*** Opening of Supplied information ***

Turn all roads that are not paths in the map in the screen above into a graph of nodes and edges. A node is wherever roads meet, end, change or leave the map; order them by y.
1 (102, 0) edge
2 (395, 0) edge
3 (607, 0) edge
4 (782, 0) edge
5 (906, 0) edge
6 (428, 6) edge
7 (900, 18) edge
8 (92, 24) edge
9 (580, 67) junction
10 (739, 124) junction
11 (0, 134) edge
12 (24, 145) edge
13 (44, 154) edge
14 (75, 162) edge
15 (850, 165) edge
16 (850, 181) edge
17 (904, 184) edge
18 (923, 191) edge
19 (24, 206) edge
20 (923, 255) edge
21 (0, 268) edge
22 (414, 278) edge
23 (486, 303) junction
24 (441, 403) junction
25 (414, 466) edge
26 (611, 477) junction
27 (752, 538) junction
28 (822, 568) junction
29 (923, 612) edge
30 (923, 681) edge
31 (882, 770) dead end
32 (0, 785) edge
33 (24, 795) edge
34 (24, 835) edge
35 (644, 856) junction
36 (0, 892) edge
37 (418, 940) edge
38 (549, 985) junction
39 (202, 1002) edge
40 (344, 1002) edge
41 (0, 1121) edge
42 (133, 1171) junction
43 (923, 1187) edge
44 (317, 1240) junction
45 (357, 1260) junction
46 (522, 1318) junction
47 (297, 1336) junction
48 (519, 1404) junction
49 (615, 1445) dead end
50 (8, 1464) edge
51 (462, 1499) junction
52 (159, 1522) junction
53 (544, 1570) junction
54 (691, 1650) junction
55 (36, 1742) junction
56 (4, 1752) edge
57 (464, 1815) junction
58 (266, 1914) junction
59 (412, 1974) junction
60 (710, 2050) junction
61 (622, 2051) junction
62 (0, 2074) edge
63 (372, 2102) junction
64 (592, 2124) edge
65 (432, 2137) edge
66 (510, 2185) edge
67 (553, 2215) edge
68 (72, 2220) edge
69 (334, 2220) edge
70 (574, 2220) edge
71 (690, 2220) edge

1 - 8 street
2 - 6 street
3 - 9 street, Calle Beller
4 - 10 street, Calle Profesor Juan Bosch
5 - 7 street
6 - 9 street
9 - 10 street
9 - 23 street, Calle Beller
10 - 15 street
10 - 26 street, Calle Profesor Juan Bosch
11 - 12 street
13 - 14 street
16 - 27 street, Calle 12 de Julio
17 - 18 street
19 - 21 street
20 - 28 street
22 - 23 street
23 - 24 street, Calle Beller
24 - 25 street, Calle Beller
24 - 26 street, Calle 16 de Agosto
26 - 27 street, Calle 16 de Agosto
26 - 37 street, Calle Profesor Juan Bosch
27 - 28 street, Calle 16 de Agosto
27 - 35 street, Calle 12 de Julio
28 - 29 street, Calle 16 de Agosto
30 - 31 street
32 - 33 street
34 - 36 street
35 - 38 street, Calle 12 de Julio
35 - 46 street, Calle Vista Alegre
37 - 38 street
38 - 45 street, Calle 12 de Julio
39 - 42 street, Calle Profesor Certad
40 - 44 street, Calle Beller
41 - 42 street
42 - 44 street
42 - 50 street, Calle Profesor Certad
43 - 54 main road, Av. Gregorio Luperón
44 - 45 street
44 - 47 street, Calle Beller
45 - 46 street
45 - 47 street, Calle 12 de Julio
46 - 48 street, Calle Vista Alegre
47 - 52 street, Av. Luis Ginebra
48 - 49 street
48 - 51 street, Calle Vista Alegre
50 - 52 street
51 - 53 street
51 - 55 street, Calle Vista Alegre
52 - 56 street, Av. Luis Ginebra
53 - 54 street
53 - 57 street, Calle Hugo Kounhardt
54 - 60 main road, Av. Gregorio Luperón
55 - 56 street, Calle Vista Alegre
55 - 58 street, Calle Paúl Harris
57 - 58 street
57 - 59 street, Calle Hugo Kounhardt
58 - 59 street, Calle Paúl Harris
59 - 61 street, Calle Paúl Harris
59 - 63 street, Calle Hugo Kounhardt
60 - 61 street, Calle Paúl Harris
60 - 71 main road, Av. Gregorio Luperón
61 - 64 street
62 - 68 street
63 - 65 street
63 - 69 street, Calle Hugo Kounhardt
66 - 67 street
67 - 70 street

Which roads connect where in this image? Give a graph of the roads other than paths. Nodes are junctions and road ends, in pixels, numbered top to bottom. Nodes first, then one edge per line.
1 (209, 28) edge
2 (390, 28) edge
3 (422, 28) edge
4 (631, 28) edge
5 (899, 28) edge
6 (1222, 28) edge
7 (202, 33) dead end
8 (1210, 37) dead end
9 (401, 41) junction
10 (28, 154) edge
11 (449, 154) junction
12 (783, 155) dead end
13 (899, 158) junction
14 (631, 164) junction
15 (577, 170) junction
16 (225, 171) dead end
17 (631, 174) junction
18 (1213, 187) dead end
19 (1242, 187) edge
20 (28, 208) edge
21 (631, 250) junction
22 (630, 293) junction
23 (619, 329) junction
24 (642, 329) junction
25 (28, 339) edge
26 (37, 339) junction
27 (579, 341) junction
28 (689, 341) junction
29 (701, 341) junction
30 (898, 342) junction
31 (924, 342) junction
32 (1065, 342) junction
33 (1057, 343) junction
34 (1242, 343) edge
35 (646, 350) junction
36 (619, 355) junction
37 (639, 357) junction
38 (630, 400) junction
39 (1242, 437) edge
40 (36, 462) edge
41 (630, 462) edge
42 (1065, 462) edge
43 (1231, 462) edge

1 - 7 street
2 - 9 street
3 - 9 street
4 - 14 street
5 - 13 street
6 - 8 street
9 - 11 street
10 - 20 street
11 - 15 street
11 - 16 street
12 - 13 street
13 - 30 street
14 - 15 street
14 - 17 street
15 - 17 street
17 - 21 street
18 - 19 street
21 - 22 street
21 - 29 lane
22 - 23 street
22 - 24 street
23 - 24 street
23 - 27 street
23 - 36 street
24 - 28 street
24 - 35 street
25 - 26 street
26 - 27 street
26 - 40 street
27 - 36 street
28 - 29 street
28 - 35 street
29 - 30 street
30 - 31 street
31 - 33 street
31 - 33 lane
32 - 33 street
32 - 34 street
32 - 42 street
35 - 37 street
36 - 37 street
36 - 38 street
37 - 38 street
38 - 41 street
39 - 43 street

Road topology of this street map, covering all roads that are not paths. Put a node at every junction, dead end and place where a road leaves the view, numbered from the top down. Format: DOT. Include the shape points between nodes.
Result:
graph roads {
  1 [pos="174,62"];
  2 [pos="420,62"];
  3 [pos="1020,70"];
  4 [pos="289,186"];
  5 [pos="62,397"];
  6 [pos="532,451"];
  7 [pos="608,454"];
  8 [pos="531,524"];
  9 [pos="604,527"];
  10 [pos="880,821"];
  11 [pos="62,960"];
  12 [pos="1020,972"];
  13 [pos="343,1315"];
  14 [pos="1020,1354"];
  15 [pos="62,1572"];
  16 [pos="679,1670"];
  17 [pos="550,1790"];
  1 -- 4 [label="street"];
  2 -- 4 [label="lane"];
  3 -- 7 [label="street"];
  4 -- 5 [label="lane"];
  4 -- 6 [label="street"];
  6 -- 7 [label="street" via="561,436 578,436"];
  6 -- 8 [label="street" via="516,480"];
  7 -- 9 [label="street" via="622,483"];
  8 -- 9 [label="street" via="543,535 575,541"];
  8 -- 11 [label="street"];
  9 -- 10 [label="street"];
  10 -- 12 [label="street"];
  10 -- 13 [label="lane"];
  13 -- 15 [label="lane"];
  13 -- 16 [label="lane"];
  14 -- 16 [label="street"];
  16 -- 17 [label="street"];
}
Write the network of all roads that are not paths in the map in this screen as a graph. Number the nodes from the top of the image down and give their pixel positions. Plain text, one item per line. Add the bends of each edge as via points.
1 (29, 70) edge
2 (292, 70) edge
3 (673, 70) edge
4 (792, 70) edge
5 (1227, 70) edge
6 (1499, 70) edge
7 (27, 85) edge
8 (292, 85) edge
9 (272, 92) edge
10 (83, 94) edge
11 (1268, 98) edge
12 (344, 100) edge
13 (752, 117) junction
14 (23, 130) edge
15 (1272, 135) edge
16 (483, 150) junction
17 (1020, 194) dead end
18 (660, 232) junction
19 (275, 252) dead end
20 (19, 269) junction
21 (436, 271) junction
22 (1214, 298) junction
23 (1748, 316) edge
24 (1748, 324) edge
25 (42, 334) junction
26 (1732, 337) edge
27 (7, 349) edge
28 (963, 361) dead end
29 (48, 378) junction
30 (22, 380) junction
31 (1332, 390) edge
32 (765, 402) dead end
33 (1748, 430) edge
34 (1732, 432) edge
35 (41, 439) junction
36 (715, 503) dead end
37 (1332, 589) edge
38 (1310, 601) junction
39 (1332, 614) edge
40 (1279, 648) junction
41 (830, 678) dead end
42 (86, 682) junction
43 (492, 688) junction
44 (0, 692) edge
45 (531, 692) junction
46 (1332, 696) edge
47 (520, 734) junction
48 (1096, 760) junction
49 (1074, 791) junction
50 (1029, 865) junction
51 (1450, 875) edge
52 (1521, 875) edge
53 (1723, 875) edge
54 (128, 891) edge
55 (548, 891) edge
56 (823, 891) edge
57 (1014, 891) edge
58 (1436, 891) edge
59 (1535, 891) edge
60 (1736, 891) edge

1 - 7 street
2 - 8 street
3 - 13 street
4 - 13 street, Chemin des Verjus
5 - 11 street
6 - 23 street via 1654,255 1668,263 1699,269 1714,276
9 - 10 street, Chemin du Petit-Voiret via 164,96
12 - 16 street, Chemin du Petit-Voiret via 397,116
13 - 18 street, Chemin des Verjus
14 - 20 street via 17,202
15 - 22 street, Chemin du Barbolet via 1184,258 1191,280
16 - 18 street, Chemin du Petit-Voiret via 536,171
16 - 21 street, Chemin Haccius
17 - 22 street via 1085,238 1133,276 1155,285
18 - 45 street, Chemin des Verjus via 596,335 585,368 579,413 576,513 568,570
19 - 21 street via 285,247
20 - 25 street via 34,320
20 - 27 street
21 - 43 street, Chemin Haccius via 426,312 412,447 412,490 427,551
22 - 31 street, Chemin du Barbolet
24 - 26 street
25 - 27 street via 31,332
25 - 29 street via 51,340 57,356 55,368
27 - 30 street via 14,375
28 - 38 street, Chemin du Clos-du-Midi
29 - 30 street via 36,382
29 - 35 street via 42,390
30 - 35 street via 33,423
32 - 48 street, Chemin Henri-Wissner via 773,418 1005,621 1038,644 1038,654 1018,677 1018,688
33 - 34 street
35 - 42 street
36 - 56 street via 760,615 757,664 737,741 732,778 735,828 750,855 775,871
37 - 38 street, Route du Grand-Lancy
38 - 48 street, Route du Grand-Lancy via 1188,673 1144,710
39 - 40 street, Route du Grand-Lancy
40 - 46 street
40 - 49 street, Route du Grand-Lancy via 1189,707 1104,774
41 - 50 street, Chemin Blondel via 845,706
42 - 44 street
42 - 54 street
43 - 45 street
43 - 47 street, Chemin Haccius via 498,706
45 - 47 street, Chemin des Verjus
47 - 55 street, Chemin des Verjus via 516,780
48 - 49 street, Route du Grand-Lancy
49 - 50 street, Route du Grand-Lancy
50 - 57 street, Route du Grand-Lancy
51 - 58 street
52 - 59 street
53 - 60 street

*** Close of Supplied information ***

What you have to do: From the records, copy every line that has the string "Luis" in it.

Answer section:
47 - 52 street, Av. Luis Ginebra
52 - 56 street, Av. Luis Ginebra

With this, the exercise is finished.